Glen Canyon & Lake Powell

We spent a warm and sunny first week of April at Lone Rock Beach on Lake Powell, a man-made reservoir on the Colorado River created by the Glen Canyon Dam, that straddles the Arizona/Utah border. This sprawling lake and land to the north are part of the Glen Canyon National Recreation Area. The land south belongs to the Navajo Nation.

I’m happy to report that we never got stuck. However, we watched other people get stuck multiple times every day and that was equally entertaining and horrifying.

Beach camping! After years of drought, the water level is at a record low.
Our neighborhood at Lone Rock Beach.

During his explorations, John Wesley Powell named Glen Canyon for the now legendary glens, grottoes, and sandstone formations he saw carved into this rugged landscape by the Colorado River. After years of being drowned under Lake Powell, water levels are receding, and some of the features of Glen Canyon are beginning to reemerge.

Of course, the best way to experience this area is by boat which we neither own nor rented. There are not many roads accessing this area and the ones that do often require high clearance, 4WD, and a desire to destroy your suspension. Rainbow Bridge National Monument is here and only accessible by boat or backpacking.
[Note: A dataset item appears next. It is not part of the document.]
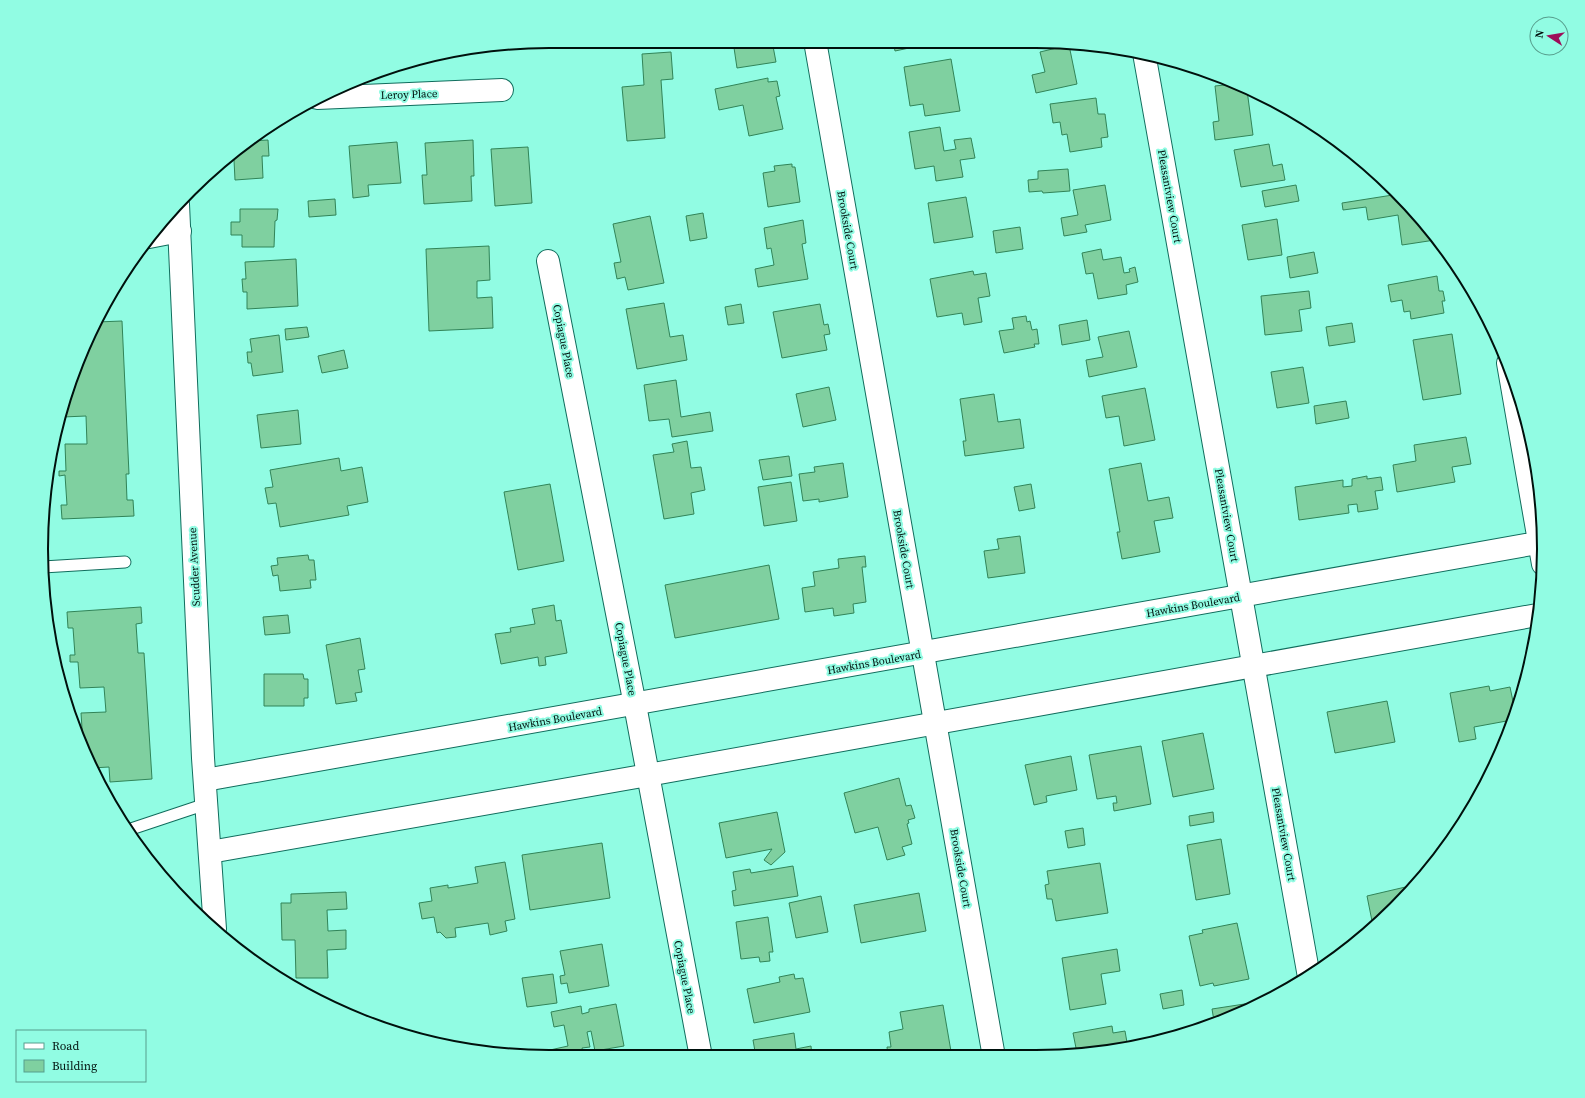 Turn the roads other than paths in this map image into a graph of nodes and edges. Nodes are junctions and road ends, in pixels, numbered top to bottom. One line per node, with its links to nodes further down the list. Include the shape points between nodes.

It would be cool to see as it’s the largest natural bridge in the world!

Navajo sandstone and sapphire blue water

Lake Powell and the Glen Canyon Dam are controversial. Most of the arid Western US does not get enough rainfall to support its population nor economic development. At the beginning of the 20th Century, the US Government created the Bureau of Reclamation to address the increasing water needs of the west. The Bureau began constructing complex dam systems along many rivers in the west, notably the Colorado River that the states had been struggling to allocate. These dams controlled flooding and also provided cheap water and hydroelectric power to millions of people. After environmentalists won the battle to not build a dam in the area of Dinosaur National Monument, Glen Canyon was not so lucky.

And so the Glen Canyon Dam was constructed 15 miles upstream of Lee’s Ferry and the floodgates closed in 1963. It took 17 years for Lake Powell to fill, to almost 200 miles upstream from the dam. Even though cheap water and power are definitely appreciated, it hasn’t come without cost. Native Peoples have lost sacred sites, conservationists call Glen Canyon the “Lost National Park”, and it has undeniably affected the landscape and ecosystem around the lake and its close downstream neighbor, the Grand Canyon.

It will be interesting to see what happens to Lake Powell in coming years as it is quickly filling with sand and more water is being taken out than replaced.

The Visitor Center and tours were closed due to COVID-19 so we only walked around the outside.

The closest town to Lake Powell is Page, AZ. Page is solidly on the tourist circuit of S Utah/N Arizona with Horseshoe Bend and Antelope Canyon. It also has a really nice multi-use 10-mile trail around the edges of the town that we biked.

Page Rim Trail views

Antelope Canyon, probably the most famous slot canyon of all, happens to be located near Lake Powell. It is on Navajo land and you can only visit it on a pricey guided tour. Since Navajo Tribal Parks were still closed due to COVID-19, we found another fabulous (even more fabulous?) slot to hike. In nearby Paria Canyon – Vermillion Cliffs Wilderness, we hiked the Wire Pass slot canyon and to the confluence of Buckskin Gulch, where you can go left or right through the longest and deepest slot canyon in the southwest. We went right for a couple of miles and then back. Buckskin Gulch has 15 miles of narrows and continues on through Paria Canyon for extremely advanced backpackers. It’s known as one of the most dangerous backpacking trips you can take because of the risks of flash flooding from rain as far away as Bryce. I would definitely put this hike in the top 5 that we’ve ever done.

Next, we continue exploring the canyon country of southwest Utah.